**THE TASK**
Would you reproduce the data below exactly, please, leaving out its images?

********************

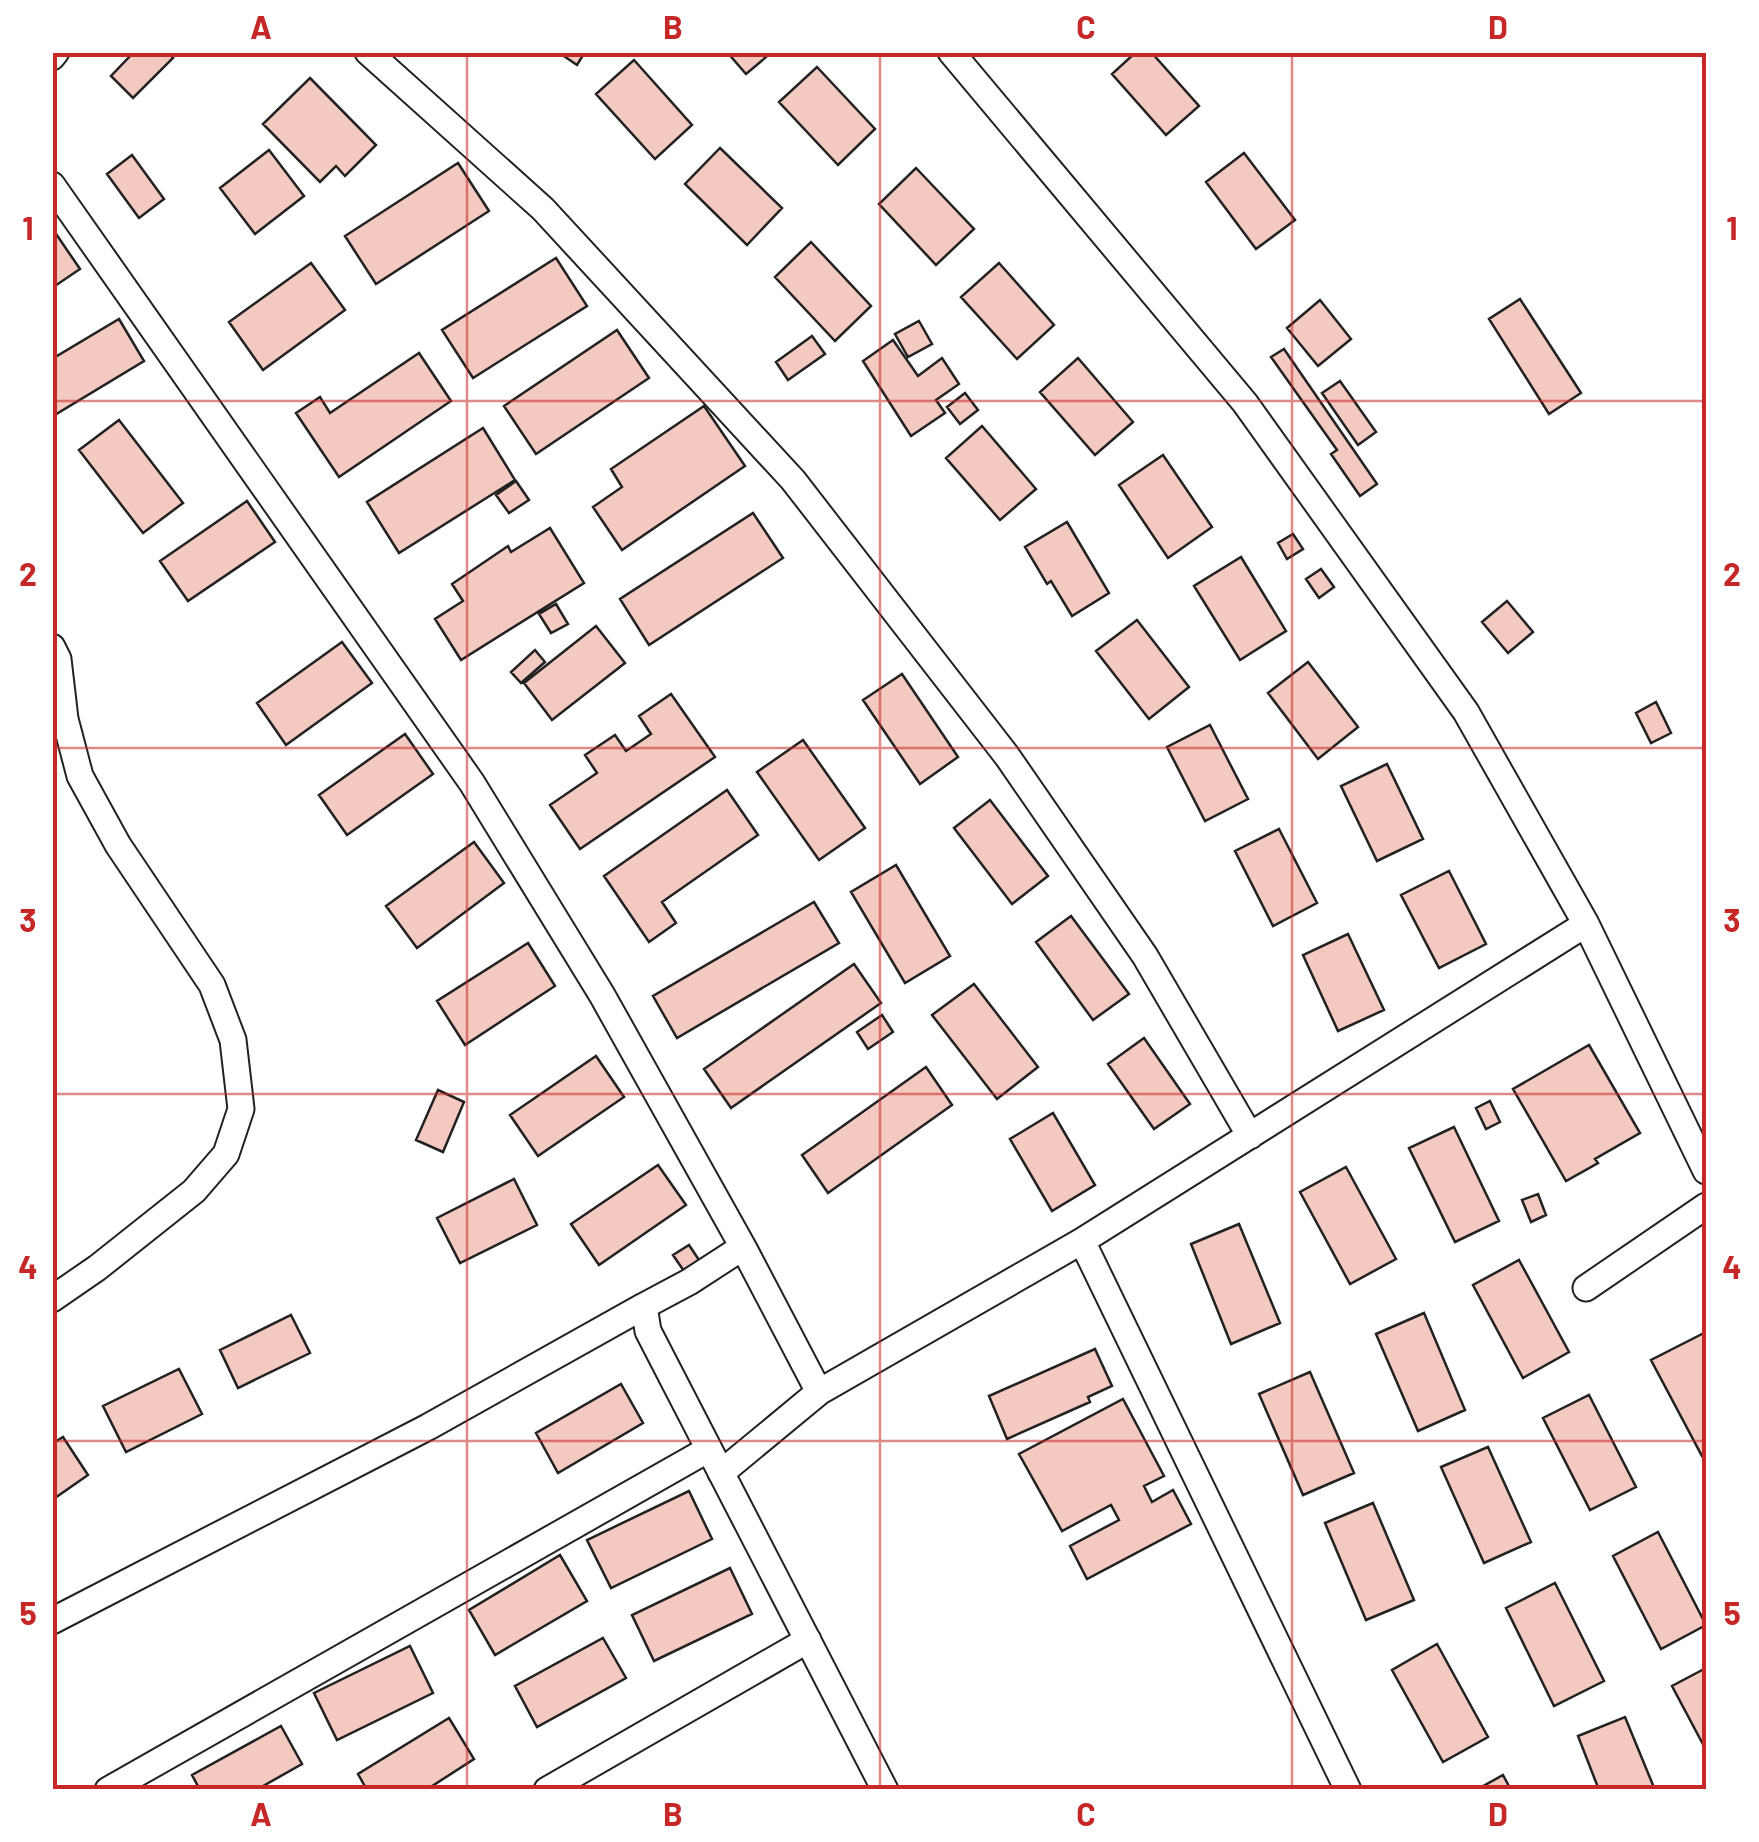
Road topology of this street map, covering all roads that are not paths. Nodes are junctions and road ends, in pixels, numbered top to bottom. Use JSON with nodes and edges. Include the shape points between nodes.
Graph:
{"nodes":[{"id":1,"x":368,"y":52,"type":"edge"},
{"id":2,"x":951,"y":52,"type":"edge"},
{"id":3,"x":52,"y":185,"type":"edge"},
{"id":4,"x":52,"y":647,"type":"edge"},
{"id":5,"x":1586,"y":924,"type":"junction"},
{"id":6,"x":1250,"y":1136,"type":"junction"},
{"id":7,"x":1706,"y":1171,"type":"edge"},
{"id":8,"x":1706,"y":1206,"type":"edge"},
{"id":9,"x":1082,"y":1241,"type":"junction"},
{"id":10,"x":743,"y":1247,"type":"junction"},
{"id":11,"x":1586,"y":1288,"type":"dead end"},
{"id":12,"x":52,"y":1299,"type":"edge"},
{"id":13,"x":644,"y":1306,"type":"junction"},
{"id":14,"x":820,"y":1392,"type":"junction"},
{"id":15,"x":709,"y":1448,"type":"junction"},
{"id":16,"x":722,"y":1473,"type":"junction"},
{"id":17,"x":52,"y":1621,"type":"edge"},
{"id":18,"x":808,"y":1640,"type":"junction"},
{"id":19,"x":108,"y":1790,"type":"edge"},
{"id":20,"x":547,"y":1790,"type":"edge"},
{"id":21,"x":885,"y":1790,"type":"edge"},
{"id":22,"x":1348,"y":1790,"type":"edge"}],
"edges":[{"from":1,"to":6,"type":"street","via":[[544,209],[792,480],[1007,756],[1145,956]]},
{"from":2,"to":5,"type":"street","via":[[1245,403],[1466,712]]},
{"from":3,"to":10,"type":"street","via":[[472,782],[602,995]]},
{"from":4,"to":12,"type":"street","via":[[80,776],[118,846],[212,985],[234,1040],[241,1109],[226,1154],[194,1191]]},
{"from":5,"to":6,"type":"street"},
{"from":5,"to":7,"type":"street"},
{"from":6,"to":9,"type":"street"},
{"from":8,"to":11,"type":"street"},
{"from":9,"to":14,"type":"street"},
{"from":9,"to":22,"type":"street"},
{"from":10,"to":13,"type":"street"},
{"from":10,"to":14,"type":"street"},
{"from":13,"to":15,"type":"street","via":[[648,1331]]},
{"from":13,"to":17,"type":"street","via":[[428,1427]]},
{"from":14,"to":16,"type":"street"},
{"from":15,"to":16,"type":"street"},
{"from":15,"to":19,"type":"street"},
{"from":16,"to":18,"type":"street"},
{"from":18,"to":20,"type":"street"},
{"from":18,"to":21,"type":"street"}]}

********************

**YOUR RESPONSE**
Road topology of this street map, covering all roads that are not paths. Nodes are junctions and road ends, in pixels, numbered top to bottom. Use JSON with nodes and edges. Include the shape points between nodes.
Graph:
{"nodes":[{"id":1,"x":368,"y":52,"type":"edge"},
{"id":2,"x":951,"y":52,"type":"edge"},
{"id":3,"x":52,"y":185,"type":"edge"},
{"id":4,"x":52,"y":647,"type":"edge"},
{"id":5,"x":1586,"y":924,"type":"junction"},
{"id":6,"x":1250,"y":1136,"type":"junction"},
{"id":7,"x":1706,"y":1171,"type":"edge"},
{"id":8,"x":1706,"y":1206,"type":"edge"},
{"id":9,"x":1082,"y":1241,"type":"junction"},
{"id":10,"x":743,"y":1247,"type":"junction"},
{"id":11,"x":1586,"y":1288,"type":"dead end"},
{"id":12,"x":52,"y":1299,"type":"edge"},
{"id":13,"x":644,"y":1306,"type":"junction"},
{"id":14,"x":820,"y":1392,"type":"junction"},
{"id":15,"x":709,"y":1448,"type":"junction"},
{"id":16,"x":722,"y":1473,"type":"junction"},
{"id":17,"x":52,"y":1621,"type":"edge"},
{"id":18,"x":808,"y":1640,"type":"junction"},
{"id":19,"x":108,"y":1790,"type":"edge"},
{"id":20,"x":547,"y":1790,"type":"edge"},
{"id":21,"x":885,"y":1790,"type":"edge"},
{"id":22,"x":1348,"y":1790,"type":"edge"}],
"edges":[{"from":1,"to":6,"type":"street","via":[[544,209],[792,480],[1007,756],[1145,956]]},
{"from":2,"to":5,"type":"street","via":[[1245,403],[1466,712]]},
{"from":3,"to":10,"type":"street","via":[[472,782],[602,995]]},
{"from":4,"to":12,"type":"street","via":[[80,776],[118,846],[212,985],[234,1040],[241,1109],[226,1154],[194,1191]]},
{"from":5,"to":6,"type":"street"},
{"from":5,"to":7,"type":"street"},
{"from":6,"to":9,"type":"street"},
{"from":8,"to":11,"type":"street"},
{"from":9,"to":14,"type":"street"},
{"from":9,"to":22,"type":"street"},
{"from":10,"to":13,"type":"street"},
{"from":10,"to":14,"type":"street"},
{"from":13,"to":15,"type":"street","via":[[648,1331]]},
{"from":13,"to":17,"type":"street","via":[[428,1427]]},
{"from":14,"to":16,"type":"street"},
{"from":15,"to":16,"type":"street"},
{"from":15,"to":19,"type":"street"},
{"from":16,"to":18,"type":"street"},
{"from":18,"to":20,"type":"street"},
{"from":18,"to":21,"type":"street"}]}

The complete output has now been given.